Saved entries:
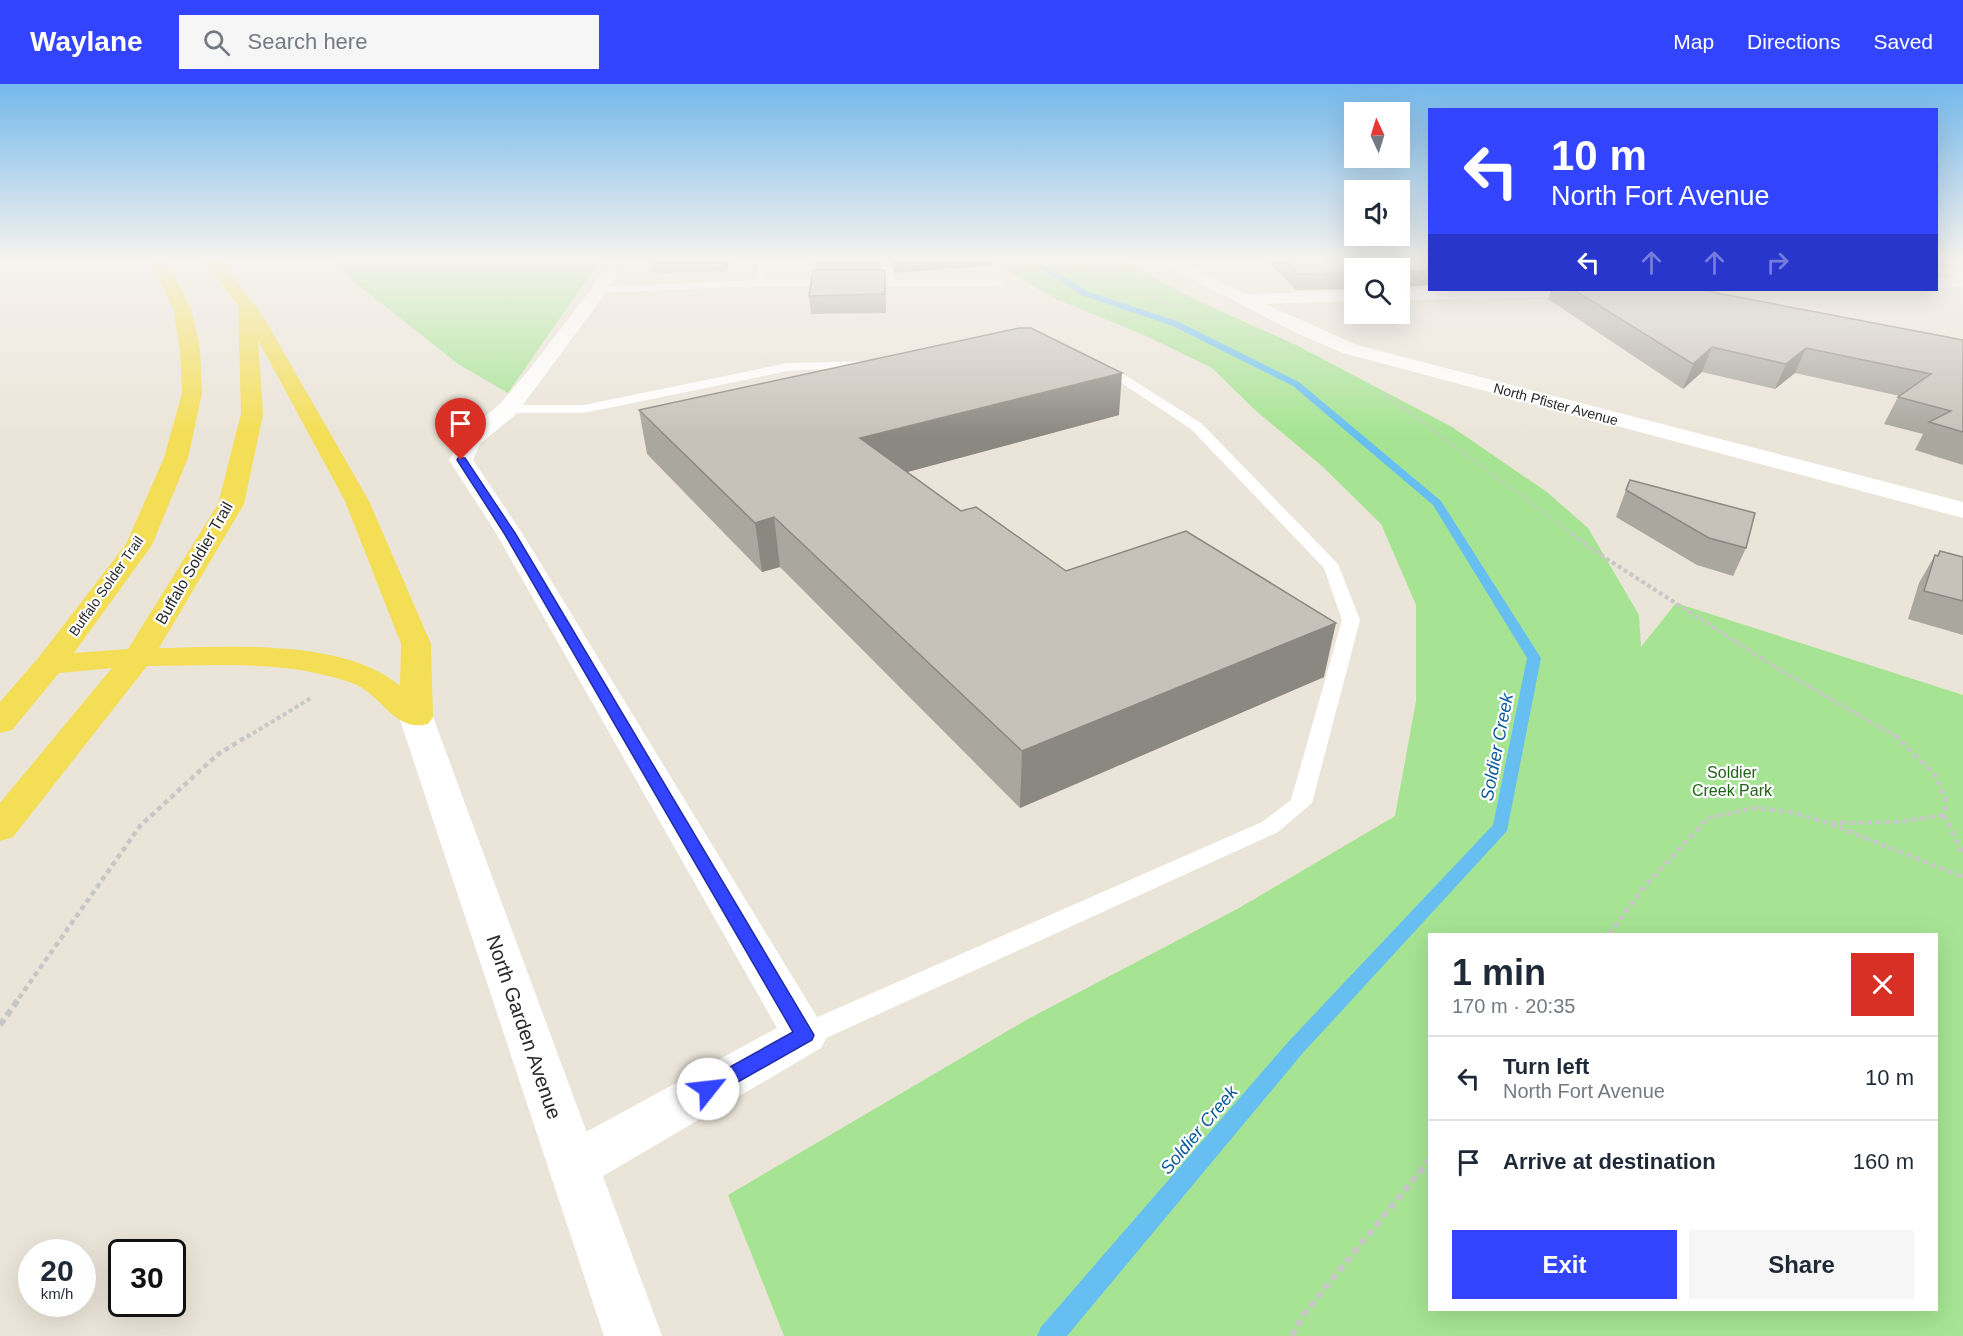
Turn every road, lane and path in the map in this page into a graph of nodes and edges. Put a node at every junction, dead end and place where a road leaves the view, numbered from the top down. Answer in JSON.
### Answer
{"nodes":[{"id":1,"x":184,"y":317,"type":"edge"},
{"id":2,"x":248,"y":317,"type":"edge"},
{"id":3,"x":254,"y":317,"type":"edge"},
{"id":4,"x":578,"y":317,"type":"edge"},
{"id":5,"x":1203,"y":317,"type":"edge"},
{"id":6,"x":1280,"y":317,"type":"edge"},
{"id":7,"x":1210,"y":320,"type":"dead end"},
{"id":8,"x":1083,"y":363,"type":"edge"},
{"id":9,"x":895,"y":364,"type":"edge"},
{"id":10,"x":1381,"y":391,"type":"dead end"},
{"id":11,"x":508,"y":409,"type":"junction"},
{"id":12,"x":1963,"y":510,"type":"edge"},
{"id":13,"x":138,"y":657,"type":"junction"},
{"id":14,"x":50,"y":664,"type":"junction"},
{"id":15,"x":359,"y":675,"type":"junction"},
{"id":16,"x":416,"y":717,"type":"junction"},
{"id":17,"x":0,"y":723,"type":"edge"},
{"id":18,"x":1944,"y":815,"type":"junction"},
{"id":19,"x":1828,"y":823,"type":"junction"},
{"id":20,"x":0,"y":828,"type":"edge"},
{"id":21,"x":1963,"y":855,"type":"edge"},
{"id":22,"x":1963,"y":877,"type":"edge"},
{"id":23,"x":1610,"y":933,"type":"edge"},
{"id":24,"x":0,"y":1025,"type":"edge"},
{"id":25,"x":805,"y":1035,"type":"junction"},
{"id":26,"x":1428,"y":1161,"type":"edge"},
{"id":27,"x":573,"y":1166,"type":"junction"},
{"id":28,"x":633,"y":1336,"type":"edge"},
{"id":29,"x":1292,"y":1336,"type":"edge"}],
"edges":[{"from":1,"to":14,"type":"main road","name":"Buffalo Solder Trail"},
{"from":2,"to":13,"type":"main road","name":"Buffalo Soldier Trail"},
{"from":3,"to":16,"type":"main road"},
{"from":4,"to":11,"type":"street"},
{"from":5,"to":7,"type":"path"},
{"from":6,"to":12,"type":"street","name":"North Pfister Avenue"},
{"from":8,"to":25,"type":"lane"},
{"from":9,"to":11,"type":"lane"},
{"from":10,"to":18,"type":"path"},
{"from":11,"to":25,"type":"street"},
{"from":13,"to":14,"type":"main road"},
{"from":13,"to":15,"type":"main road"},
{"from":13,"to":20,"type":"main road","name":"Buffalo Soldier Trail"},
{"from":14,"to":17,"type":"main road","name":"Buffalo Solder Trail"},
{"from":15,"to":16,"type":"main road"},
{"from":15,"to":24,"type":"path"},
{"from":16,"to":27,"type":"street","name":"North Garden Avenue"},
{"from":18,"to":19,"type":"path"},
{"from":18,"to":21,"type":"path"},
{"from":19,"to":22,"type":"path"},
{"from":19,"to":23,"type":"path"},
{"from":25,"to":27,"type":"street"},
{"from":26,"to":29,"type":"path"},
{"from":27,"to":28,"type":"street","name":"North Garden Avenue"}]}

**Task directions**.
Whenever "street" occurs in a line above, copy that line.

**Worked solution**.
{"from":4,"to":11,"type":"street"},
{"from":6,"to":12,"type":"street","name":"North Pfister Avenue"},
{"from":11,"to":25,"type":"street"},
{"from":16,"to":27,"type":"street","name":"North Garden Avenue"},
{"from":25,"to":27,"type":"street"},
{"from":27,"to":28,"type":"street","name":"North Garden Avenue"}]}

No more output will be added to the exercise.